• [STORED DATA]
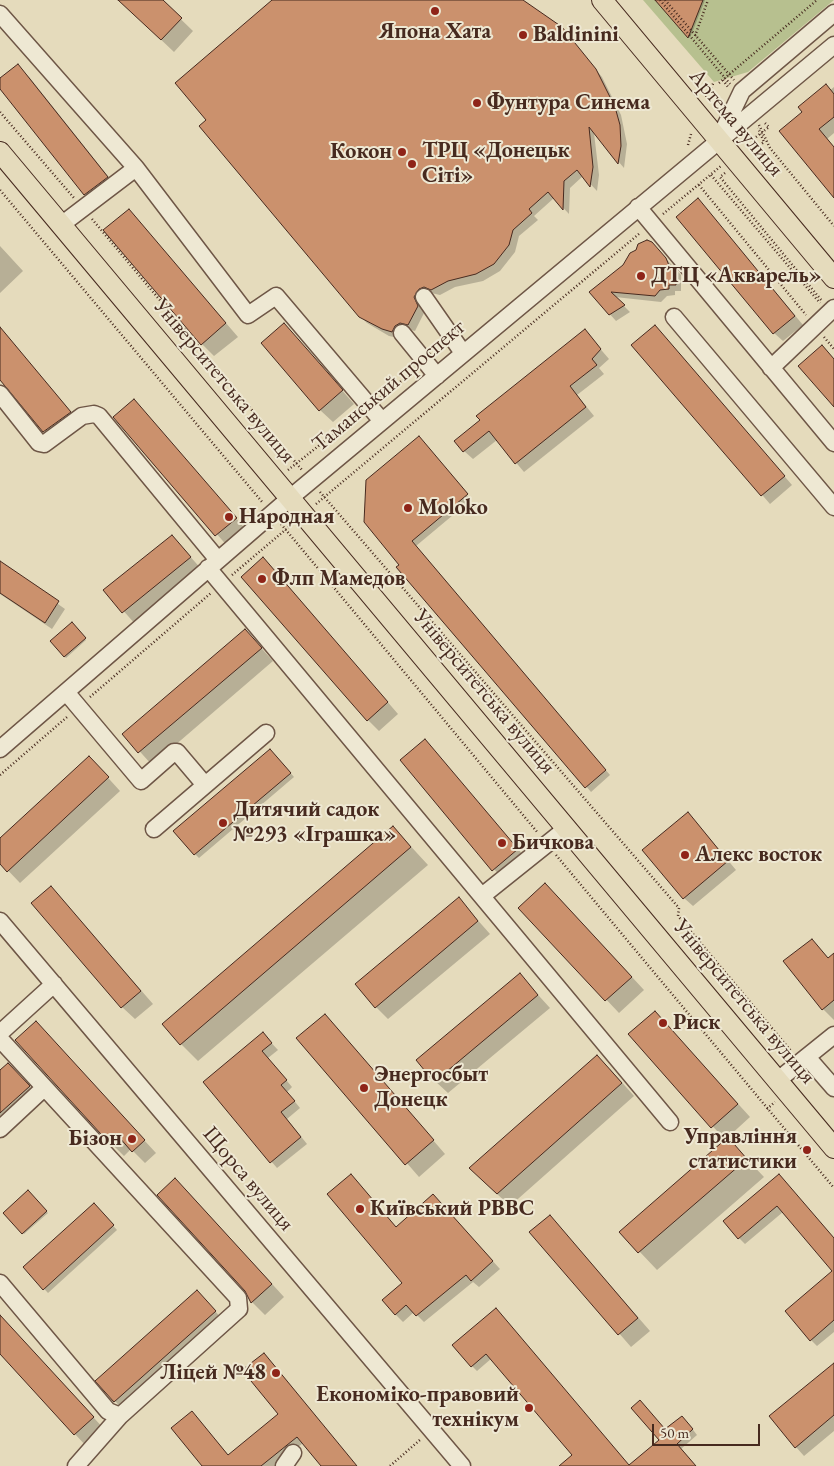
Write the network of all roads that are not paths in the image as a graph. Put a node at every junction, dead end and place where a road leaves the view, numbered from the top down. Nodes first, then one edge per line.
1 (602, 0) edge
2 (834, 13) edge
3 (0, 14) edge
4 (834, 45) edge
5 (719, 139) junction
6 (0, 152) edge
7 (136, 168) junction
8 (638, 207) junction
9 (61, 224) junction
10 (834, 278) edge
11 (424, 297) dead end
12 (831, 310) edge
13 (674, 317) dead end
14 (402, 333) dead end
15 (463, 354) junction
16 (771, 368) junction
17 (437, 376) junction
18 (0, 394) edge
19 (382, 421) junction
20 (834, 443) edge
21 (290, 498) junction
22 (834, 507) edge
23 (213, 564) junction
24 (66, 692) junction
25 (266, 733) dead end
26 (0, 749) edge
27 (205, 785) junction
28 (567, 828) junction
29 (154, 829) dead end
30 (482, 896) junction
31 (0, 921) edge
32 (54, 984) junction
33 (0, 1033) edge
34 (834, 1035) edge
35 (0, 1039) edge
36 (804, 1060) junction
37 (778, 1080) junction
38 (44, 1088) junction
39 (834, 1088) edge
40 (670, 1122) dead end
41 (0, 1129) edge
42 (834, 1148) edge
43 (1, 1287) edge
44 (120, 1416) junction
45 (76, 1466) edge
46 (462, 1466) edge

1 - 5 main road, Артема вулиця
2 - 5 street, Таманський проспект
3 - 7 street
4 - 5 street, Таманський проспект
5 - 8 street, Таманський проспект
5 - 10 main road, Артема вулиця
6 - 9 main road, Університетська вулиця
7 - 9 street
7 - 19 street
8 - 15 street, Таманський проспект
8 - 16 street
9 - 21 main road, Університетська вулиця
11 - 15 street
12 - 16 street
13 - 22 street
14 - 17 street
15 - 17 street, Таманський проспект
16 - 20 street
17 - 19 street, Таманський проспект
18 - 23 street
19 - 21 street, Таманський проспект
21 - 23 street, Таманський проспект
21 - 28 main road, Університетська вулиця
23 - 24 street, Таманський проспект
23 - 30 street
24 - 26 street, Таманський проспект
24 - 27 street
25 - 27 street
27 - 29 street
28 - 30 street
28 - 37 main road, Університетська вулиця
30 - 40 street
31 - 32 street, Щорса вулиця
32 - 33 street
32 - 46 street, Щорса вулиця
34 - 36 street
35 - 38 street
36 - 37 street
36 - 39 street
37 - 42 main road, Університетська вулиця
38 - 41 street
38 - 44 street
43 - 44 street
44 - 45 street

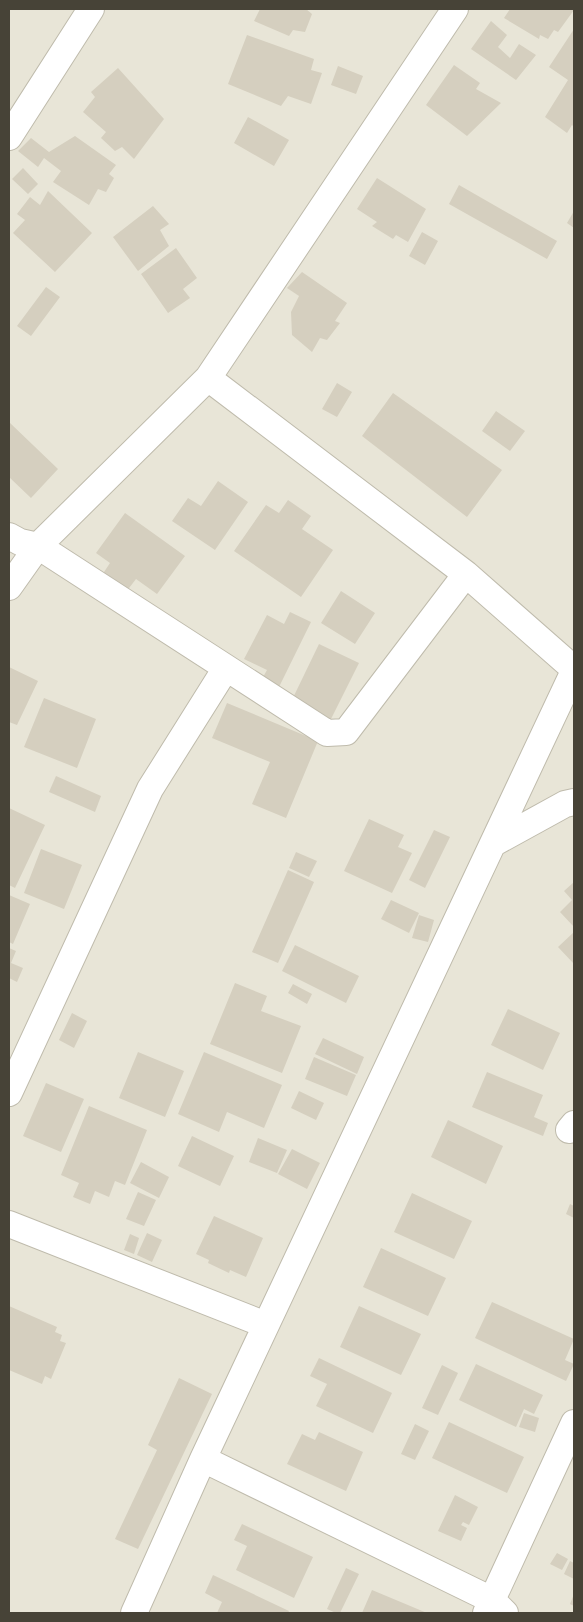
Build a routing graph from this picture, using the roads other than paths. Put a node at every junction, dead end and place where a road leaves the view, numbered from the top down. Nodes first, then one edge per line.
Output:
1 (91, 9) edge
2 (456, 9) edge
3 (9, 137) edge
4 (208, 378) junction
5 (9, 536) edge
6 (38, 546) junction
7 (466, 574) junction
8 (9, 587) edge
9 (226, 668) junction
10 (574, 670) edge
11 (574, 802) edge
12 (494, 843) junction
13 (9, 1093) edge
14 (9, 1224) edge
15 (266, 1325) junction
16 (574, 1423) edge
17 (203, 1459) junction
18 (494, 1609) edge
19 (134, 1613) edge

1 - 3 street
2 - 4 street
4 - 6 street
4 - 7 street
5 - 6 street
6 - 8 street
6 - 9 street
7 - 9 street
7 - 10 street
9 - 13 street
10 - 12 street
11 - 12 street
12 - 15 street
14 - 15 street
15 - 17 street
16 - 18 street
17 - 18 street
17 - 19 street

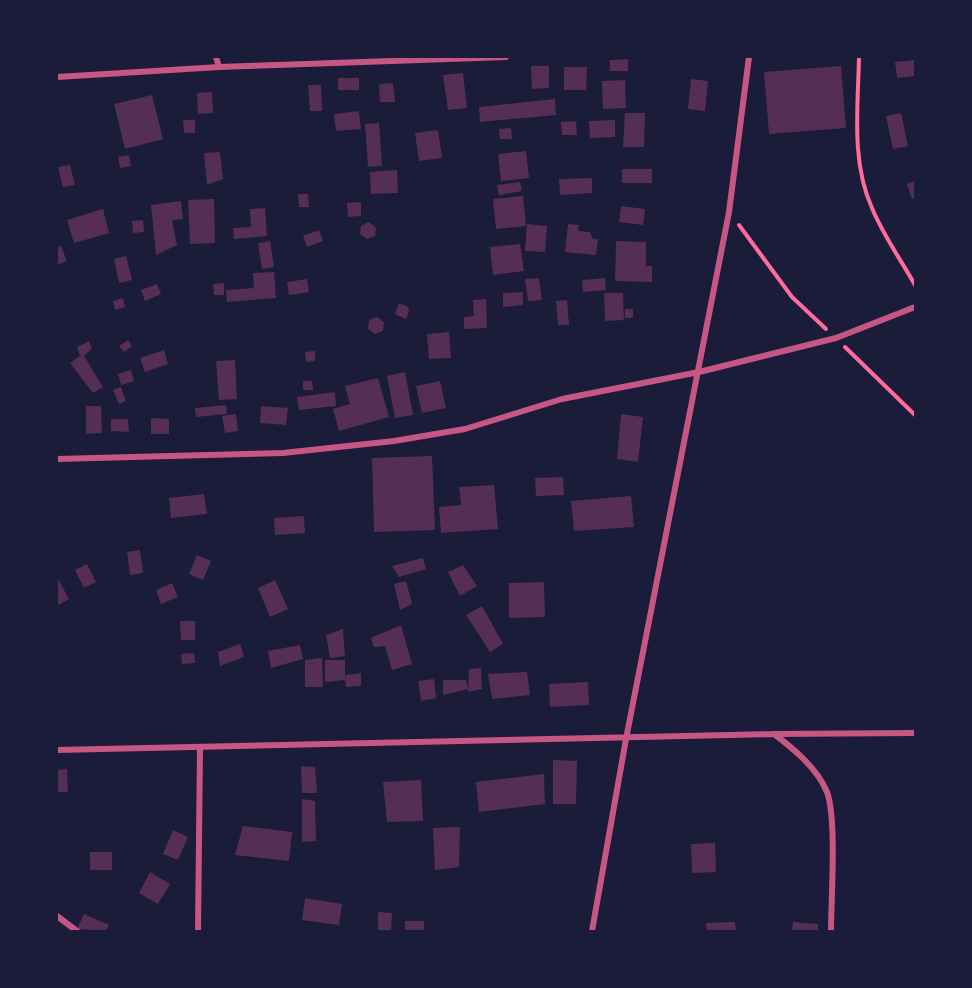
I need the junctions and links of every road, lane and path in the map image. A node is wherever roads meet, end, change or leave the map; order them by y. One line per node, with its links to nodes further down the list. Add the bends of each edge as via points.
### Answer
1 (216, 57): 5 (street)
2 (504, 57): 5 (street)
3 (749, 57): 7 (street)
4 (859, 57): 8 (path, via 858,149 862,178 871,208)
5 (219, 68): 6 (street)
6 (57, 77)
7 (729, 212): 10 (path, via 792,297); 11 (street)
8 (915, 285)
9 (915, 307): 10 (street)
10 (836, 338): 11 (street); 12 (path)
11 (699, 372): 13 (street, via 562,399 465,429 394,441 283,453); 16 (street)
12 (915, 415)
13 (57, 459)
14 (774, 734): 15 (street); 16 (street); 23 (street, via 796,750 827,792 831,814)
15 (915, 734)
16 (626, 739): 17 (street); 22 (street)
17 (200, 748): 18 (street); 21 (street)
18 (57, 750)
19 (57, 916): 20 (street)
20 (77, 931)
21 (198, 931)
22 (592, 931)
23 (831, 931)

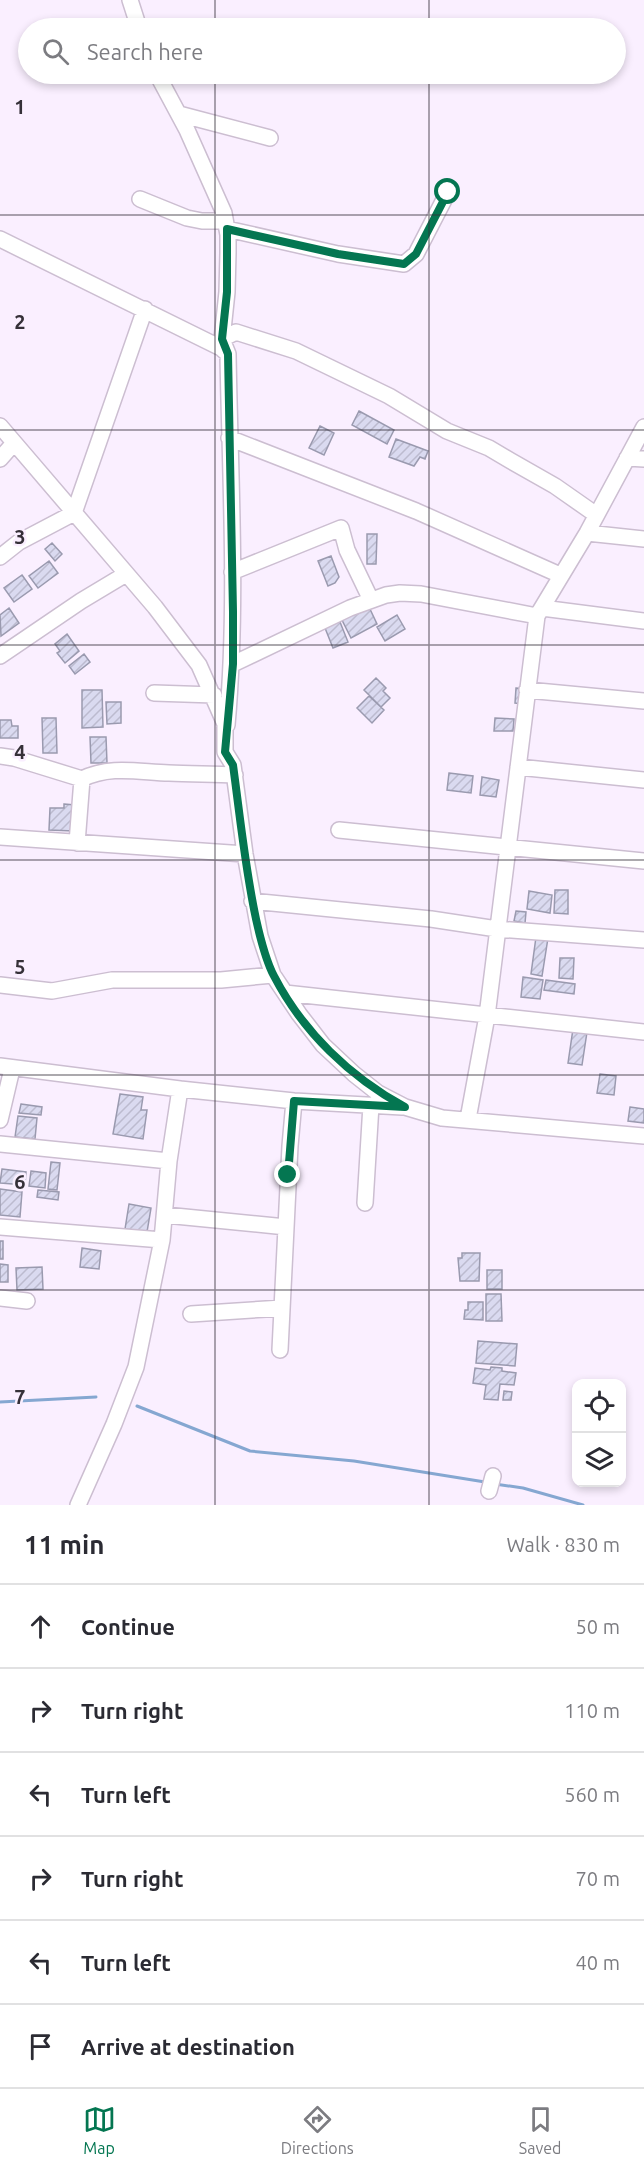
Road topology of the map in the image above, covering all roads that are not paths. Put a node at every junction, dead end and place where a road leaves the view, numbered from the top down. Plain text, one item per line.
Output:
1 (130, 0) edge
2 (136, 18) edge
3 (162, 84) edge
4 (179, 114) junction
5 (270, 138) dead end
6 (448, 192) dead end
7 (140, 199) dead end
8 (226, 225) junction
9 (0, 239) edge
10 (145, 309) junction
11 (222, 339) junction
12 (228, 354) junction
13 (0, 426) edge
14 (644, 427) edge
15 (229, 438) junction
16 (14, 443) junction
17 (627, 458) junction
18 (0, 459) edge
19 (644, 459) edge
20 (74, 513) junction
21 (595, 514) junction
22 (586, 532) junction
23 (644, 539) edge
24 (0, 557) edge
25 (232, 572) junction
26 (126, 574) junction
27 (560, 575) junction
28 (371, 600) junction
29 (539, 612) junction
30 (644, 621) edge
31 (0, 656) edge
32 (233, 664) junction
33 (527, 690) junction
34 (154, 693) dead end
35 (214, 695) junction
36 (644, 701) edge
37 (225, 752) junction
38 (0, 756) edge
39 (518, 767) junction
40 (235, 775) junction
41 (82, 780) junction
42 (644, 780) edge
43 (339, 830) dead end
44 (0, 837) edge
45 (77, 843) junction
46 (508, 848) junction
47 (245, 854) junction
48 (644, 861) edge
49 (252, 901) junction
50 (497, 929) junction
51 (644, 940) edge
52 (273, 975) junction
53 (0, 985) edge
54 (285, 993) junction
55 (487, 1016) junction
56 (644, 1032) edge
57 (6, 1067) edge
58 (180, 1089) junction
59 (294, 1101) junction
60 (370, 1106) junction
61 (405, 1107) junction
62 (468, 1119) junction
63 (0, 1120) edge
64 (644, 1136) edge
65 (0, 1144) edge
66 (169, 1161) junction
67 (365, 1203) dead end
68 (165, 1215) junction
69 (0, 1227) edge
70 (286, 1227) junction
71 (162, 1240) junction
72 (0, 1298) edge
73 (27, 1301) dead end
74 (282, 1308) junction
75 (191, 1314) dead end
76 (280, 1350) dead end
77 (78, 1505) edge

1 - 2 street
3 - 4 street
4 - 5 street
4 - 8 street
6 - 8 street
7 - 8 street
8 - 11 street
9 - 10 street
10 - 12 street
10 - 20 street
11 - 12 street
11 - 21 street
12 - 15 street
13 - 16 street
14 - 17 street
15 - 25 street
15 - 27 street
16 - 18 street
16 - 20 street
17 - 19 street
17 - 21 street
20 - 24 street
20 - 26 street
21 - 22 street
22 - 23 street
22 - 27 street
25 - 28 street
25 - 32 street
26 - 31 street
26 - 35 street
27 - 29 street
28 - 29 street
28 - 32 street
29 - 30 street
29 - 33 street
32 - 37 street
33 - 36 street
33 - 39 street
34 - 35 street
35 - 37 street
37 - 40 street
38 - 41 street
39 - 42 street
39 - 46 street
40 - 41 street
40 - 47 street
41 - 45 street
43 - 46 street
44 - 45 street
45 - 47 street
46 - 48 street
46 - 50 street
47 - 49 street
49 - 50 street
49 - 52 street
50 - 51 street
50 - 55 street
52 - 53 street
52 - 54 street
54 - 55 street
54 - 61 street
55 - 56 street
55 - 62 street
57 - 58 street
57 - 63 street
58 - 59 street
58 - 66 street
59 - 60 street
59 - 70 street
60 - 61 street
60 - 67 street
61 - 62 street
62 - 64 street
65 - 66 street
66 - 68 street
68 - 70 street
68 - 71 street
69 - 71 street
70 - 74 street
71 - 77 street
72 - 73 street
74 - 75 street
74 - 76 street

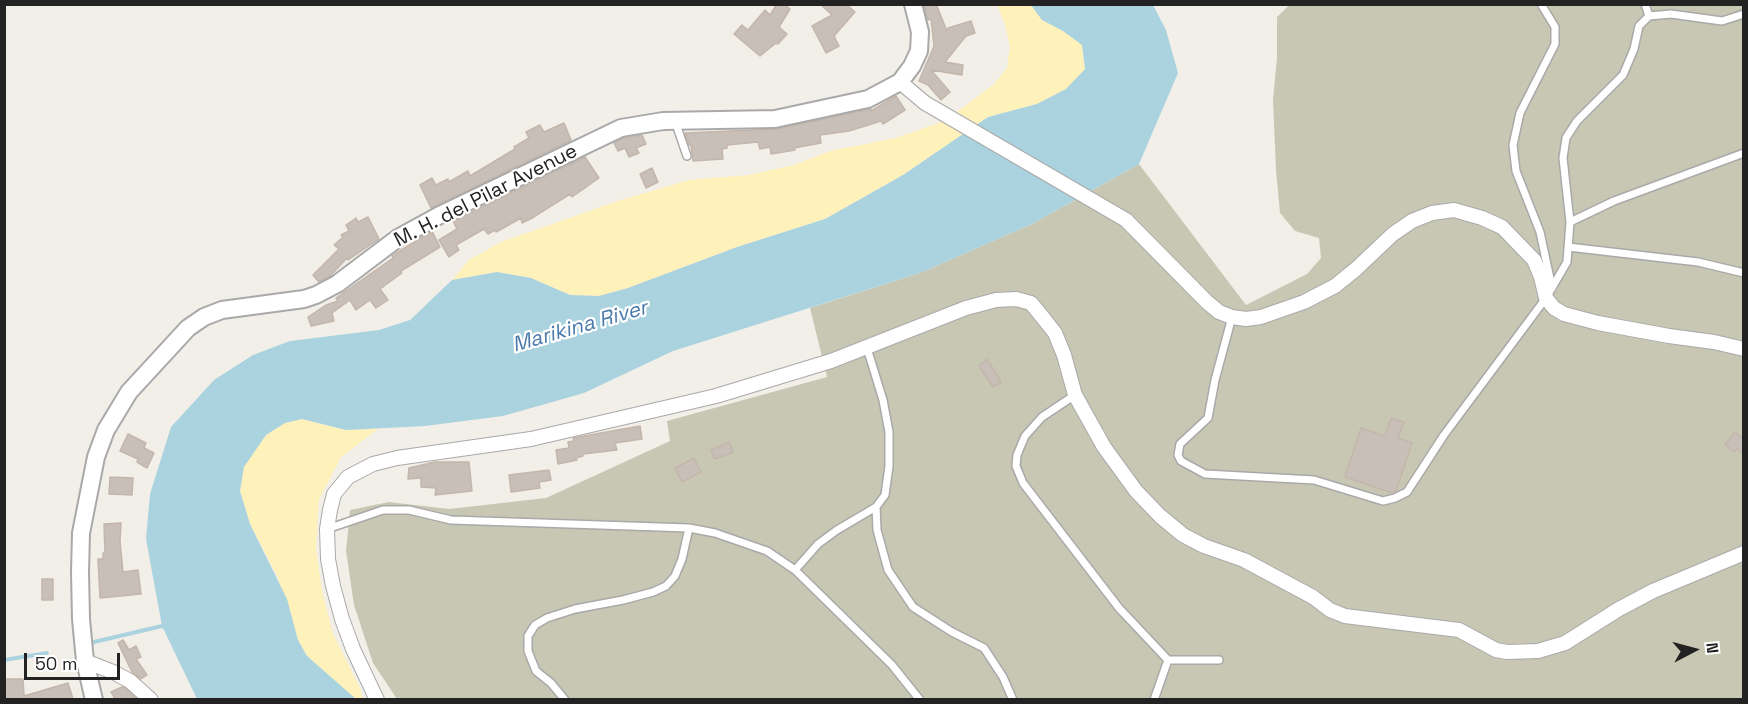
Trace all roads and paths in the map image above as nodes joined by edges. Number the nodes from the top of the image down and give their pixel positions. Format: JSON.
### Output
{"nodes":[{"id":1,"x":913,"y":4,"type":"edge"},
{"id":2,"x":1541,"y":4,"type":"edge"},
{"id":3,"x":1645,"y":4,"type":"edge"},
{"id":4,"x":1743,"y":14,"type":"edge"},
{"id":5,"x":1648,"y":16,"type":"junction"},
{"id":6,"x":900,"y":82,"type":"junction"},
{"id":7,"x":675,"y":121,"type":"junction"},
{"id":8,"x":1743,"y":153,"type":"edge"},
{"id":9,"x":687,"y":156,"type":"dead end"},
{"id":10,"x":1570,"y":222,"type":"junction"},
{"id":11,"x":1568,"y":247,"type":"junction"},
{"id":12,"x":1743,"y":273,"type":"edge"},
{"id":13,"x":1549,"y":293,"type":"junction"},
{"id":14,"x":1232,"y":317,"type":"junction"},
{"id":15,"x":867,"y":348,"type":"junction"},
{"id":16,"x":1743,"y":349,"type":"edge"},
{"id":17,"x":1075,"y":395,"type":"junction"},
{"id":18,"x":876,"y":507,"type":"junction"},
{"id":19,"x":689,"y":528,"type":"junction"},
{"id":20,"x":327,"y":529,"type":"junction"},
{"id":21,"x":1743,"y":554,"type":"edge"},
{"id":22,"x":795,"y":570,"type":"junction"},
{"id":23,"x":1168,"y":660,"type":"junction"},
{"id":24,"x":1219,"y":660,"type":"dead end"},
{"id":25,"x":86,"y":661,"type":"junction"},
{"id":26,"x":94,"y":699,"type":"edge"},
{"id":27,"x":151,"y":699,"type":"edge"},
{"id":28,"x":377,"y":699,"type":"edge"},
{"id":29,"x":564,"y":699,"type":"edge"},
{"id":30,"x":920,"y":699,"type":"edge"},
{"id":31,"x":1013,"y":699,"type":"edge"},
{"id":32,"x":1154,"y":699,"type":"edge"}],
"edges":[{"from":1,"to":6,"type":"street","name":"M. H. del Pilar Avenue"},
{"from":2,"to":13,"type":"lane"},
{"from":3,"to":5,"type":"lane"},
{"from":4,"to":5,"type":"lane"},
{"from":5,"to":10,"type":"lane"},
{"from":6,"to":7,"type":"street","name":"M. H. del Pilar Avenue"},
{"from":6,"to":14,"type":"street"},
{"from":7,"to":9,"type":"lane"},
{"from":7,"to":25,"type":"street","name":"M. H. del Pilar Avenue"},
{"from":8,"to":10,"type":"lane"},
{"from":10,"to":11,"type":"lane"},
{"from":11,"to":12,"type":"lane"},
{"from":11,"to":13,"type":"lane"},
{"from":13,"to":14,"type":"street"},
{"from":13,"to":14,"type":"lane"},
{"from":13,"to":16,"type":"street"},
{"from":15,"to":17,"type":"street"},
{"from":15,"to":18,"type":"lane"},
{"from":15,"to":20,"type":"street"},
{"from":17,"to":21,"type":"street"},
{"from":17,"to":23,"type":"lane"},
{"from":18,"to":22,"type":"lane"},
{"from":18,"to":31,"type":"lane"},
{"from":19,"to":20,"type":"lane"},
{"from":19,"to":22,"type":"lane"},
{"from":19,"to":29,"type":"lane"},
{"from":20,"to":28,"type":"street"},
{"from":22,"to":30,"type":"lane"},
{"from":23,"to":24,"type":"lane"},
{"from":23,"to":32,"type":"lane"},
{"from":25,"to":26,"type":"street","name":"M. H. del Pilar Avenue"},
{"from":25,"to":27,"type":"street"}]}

• [WORK TO COMPLETE] Would you show all lines of the material above that contain the word "Щорса"?

• [TASK SOLUTION]
31 - 32 street, Щорса вулиця
32 - 46 street, Щорса вулиця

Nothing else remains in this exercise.